Stored data:
>>>

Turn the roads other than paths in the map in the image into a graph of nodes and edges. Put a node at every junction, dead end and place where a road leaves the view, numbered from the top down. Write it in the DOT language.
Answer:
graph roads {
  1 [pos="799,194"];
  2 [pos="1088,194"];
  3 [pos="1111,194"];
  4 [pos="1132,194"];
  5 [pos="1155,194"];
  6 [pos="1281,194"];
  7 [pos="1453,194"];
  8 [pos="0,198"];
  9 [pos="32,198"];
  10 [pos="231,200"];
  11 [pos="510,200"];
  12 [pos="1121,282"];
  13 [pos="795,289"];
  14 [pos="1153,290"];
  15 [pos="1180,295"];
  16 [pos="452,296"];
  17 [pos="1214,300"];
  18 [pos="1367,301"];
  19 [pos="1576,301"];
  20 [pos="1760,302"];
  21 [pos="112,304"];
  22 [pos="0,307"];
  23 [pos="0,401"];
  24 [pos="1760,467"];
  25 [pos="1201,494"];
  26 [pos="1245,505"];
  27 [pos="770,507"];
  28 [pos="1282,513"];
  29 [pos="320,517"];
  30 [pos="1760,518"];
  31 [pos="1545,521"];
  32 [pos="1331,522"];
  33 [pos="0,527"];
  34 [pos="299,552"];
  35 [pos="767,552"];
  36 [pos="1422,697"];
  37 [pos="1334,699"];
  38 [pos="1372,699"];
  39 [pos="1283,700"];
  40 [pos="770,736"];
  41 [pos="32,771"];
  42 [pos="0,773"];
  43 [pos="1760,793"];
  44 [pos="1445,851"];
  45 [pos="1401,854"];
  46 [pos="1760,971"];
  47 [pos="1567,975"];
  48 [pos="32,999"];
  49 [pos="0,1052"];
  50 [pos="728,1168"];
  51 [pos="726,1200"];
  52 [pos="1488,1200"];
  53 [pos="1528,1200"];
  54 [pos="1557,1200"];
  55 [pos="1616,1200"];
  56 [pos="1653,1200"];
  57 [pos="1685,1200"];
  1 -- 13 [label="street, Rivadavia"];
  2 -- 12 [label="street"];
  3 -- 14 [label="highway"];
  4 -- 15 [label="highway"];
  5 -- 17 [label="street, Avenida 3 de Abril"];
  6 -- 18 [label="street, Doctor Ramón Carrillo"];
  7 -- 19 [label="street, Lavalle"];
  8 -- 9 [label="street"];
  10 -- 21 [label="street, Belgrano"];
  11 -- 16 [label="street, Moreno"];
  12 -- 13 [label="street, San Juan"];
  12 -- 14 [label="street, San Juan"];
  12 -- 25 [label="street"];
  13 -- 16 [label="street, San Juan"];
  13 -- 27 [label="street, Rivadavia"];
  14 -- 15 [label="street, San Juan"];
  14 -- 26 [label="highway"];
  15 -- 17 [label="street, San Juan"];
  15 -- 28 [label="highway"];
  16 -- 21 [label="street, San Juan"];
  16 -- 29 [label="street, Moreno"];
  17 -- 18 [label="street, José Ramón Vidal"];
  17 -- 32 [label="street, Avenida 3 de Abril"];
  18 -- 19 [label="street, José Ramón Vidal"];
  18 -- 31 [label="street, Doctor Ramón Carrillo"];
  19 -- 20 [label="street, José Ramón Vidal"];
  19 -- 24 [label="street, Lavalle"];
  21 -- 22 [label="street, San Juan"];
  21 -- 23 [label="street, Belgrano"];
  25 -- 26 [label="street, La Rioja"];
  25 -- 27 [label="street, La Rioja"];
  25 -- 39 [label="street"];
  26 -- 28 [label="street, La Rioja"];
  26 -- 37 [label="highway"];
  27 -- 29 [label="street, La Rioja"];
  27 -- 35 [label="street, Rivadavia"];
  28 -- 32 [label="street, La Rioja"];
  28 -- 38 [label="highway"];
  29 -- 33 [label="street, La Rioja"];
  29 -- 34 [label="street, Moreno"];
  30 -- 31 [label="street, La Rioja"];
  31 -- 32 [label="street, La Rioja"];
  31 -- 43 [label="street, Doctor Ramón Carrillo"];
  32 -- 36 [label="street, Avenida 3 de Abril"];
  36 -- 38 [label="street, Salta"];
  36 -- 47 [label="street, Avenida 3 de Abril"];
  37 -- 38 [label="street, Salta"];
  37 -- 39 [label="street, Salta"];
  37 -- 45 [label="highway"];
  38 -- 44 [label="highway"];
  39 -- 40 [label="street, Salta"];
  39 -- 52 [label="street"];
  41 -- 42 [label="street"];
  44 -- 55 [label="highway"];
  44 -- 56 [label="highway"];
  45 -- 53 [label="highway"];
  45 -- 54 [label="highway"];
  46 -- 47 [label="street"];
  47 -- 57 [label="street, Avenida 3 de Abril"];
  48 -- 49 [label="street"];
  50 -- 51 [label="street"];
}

<<<

■ **THE TASK**
May I have the entries returned exactly, with every line in place?

■ **COMPLETED TASK**
Turn the roads other than paths in the map in the image into a graph of nodes and edges. Put a node at every junction, dead end and place where a road leaves the view, numbered from the top down. Write it in the DOT language.
Answer:
graph roads {
  1 [pos="799,194"];
  2 [pos="1088,194"];
  3 [pos="1111,194"];
  4 [pos="1132,194"];
  5 [pos="1155,194"];
  6 [pos="1281,194"];
  7 [pos="1453,194"];
  8 [pos="0,198"];
  9 [pos="32,198"];
  10 [pos="231,200"];
  11 [pos="510,200"];
  12 [pos="1121,282"];
  13 [pos="795,289"];
  14 [pos="1153,290"];
  15 [pos="1180,295"];
  16 [pos="452,296"];
  17 [pos="1214,300"];
  18 [pos="1367,301"];
  19 [pos="1576,301"];
  20 [pos="1760,302"];
  21 [pos="112,304"];
  22 [pos="0,307"];
  23 [pos="0,401"];
  24 [pos="1760,467"];
  25 [pos="1201,494"];
  26 [pos="1245,505"];
  27 [pos="770,507"];
  28 [pos="1282,513"];
  29 [pos="320,517"];
  30 [pos="1760,518"];
  31 [pos="1545,521"];
  32 [pos="1331,522"];
  33 [pos="0,527"];
  34 [pos="299,552"];
  35 [pos="767,552"];
  36 [pos="1422,697"];
  37 [pos="1334,699"];
  38 [pos="1372,699"];
  39 [pos="1283,700"];
  40 [pos="770,736"];
  41 [pos="32,771"];
  42 [pos="0,773"];
  43 [pos="1760,793"];
  44 [pos="1445,851"];
  45 [pos="1401,854"];
  46 [pos="1760,971"];
  47 [pos="1567,975"];
  48 [pos="32,999"];
  49 [pos="0,1052"];
  50 [pos="728,1168"];
  51 [pos="726,1200"];
  52 [pos="1488,1200"];
  53 [pos="1528,1200"];
  54 [pos="1557,1200"];
  55 [pos="1616,1200"];
  56 [pos="1653,1200"];
  57 [pos="1685,1200"];
  1 -- 13 [label="street, Rivadavia"];
  2 -- 12 [label="street"];
  3 -- 14 [label="highway"];
  4 -- 15 [label="highway"];
  5 -- 17 [label="street, Avenida 3 de Abril"];
  6 -- 18 [label="street, Doctor Ramón Carrillo"];
  7 -- 19 [label="street, Lavalle"];
  8 -- 9 [label="street"];
  10 -- 21 [label="street, Belgrano"];
  11 -- 16 [label="street, Moreno"];
  12 -- 13 [label="street, San Juan"];
  12 -- 14 [label="street, San Juan"];
  12 -- 25 [label="street"];
  13 -- 16 [label="street, San Juan"];
  13 -- 27 [label="street, Rivadavia"];
  14 -- 15 [label="street, San Juan"];
  14 -- 26 [label="highway"];
  15 -- 17 [label="street, San Juan"];
  15 -- 28 [label="highway"];
  16 -- 21 [label="street, San Juan"];
  16 -- 29 [label="street, Moreno"];
  17 -- 18 [label="street, José Ramón Vidal"];
  17 -- 32 [label="street, Avenida 3 de Abril"];
  18 -- 19 [label="street, José Ramón Vidal"];
  18 -- 31 [label="street, Doctor Ramón Carrillo"];
  19 -- 20 [label="street, José Ramón Vidal"];
  19 -- 24 [label="street, Lavalle"];
  21 -- 22 [label="street, San Juan"];
  21 -- 23 [label="street, Belgrano"];
  25 -- 26 [label="street, La Rioja"];
  25 -- 27 [label="street, La Rioja"];
  25 -- 39 [label="street"];
  26 -- 28 [label="street, La Rioja"];
  26 -- 37 [label="highway"];
  27 -- 29 [label="street, La Rioja"];
  27 -- 35 [label="street, Rivadavia"];
  28 -- 32 [label="street, La Rioja"];
  28 -- 38 [label="highway"];
  29 -- 33 [label="street, La Rioja"];
  29 -- 34 [label="street, Moreno"];
  30 -- 31 [label="street, La Rioja"];
  31 -- 32 [label="street, La Rioja"];
  31 -- 43 [label="street, Doctor Ramón Carrillo"];
  32 -- 36 [label="street, Avenida 3 de Abril"];
  36 -- 38 [label="street, Salta"];
  36 -- 47 [label="street, Avenida 3 de Abril"];
  37 -- 38 [label="street, Salta"];
  37 -- 39 [label="street, Salta"];
  37 -- 45 [label="highway"];
  38 -- 44 [label="highway"];
  39 -- 40 [label="street, Salta"];
  39 -- 52 [label="street"];
  41 -- 42 [label="street"];
  44 -- 55 [label="highway"];
  44 -- 56 [label="highway"];
  45 -- 53 [label="highway"];
  45 -- 54 [label="highway"];
  46 -- 47 [label="street"];
  47 -- 57 [label="street, Avenida 3 de Abril"];
  48 -- 49 [label="street"];
  50 -- 51 [label="street"];
}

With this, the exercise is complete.